It's a universality that if one truly stays home sick from work (as I did for all of last week), there is only one show that you have to watch. The need is more holistic than anything, a feeling that you are completing part of the staying at home ritual. I can't imagine staying sick long enough that I would get bored of The Price as half the fun is watching Bob Barker going through the motions and getting genuinely upset every show.
What kind of rights does a contestant who is contiually getting fucked by the person picking ahead of them have in terms of payback? If the asshole with a home made shirt keeps topping you by a dollar and then gives a smug look, I say you should be able to lobby Bob or fake Rod Roddy for their spot at the big spin. No more strategizing and turning Contestant's Row into Survivor for the 42 minutes at 11 AM we all need to get better.

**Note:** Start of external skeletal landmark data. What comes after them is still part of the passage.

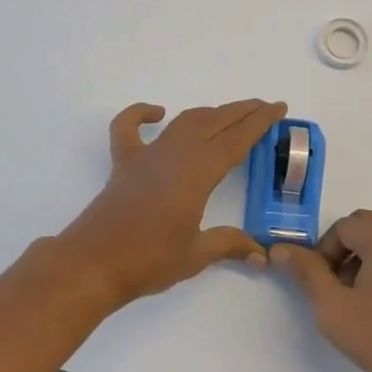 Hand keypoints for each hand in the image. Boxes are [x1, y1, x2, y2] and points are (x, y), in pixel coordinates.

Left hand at [57, 99, 287, 309]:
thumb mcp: (196, 255)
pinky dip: (141, 114)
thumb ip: (228, 245)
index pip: (236, 140)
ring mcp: (147, 156)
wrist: (93, 263)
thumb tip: (260, 253)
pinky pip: (128, 127)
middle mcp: (175, 155)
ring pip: (183, 122)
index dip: (260, 122)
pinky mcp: (123, 163)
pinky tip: (156, 113)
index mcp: (198, 172)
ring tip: (229, 114)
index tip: (278, 108)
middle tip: (264, 107)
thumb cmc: (148, 260)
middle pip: (214, 122)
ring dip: (209, 113)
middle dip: (241, 111)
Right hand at [273, 209, 371, 371]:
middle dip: (345, 251)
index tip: (321, 284)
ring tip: (361, 301)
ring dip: (368, 261)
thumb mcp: (332, 306)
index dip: (324, 251)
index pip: (344, 226)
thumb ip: (306, 271)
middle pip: (368, 228)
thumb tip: (280, 249)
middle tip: (337, 289)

The rest of watching tv while sick tells you a great deal about who the advertisers and producers of shows believe is their most important audience. Do you flatulate often? Then you're probably at home during the day. Suffer from ailments of all orifices? Again, at home. Purchase the majority of products from commercials budgeted near $200? Enjoy that lump-sum settlement, my immobile friend. It's depressing and motivating enough to get most people off their sick asses and back to productivity.
I've never been mad at anyone who won the car.
Gym Class Heroes + K-OS + RX Bandits @ Firestone on Mar. 1, 2007 - $15
Update - A contestant on the Showcase Showdown had a showcase containing some books, an appliance and a Chrysler 300. She bid $94,000.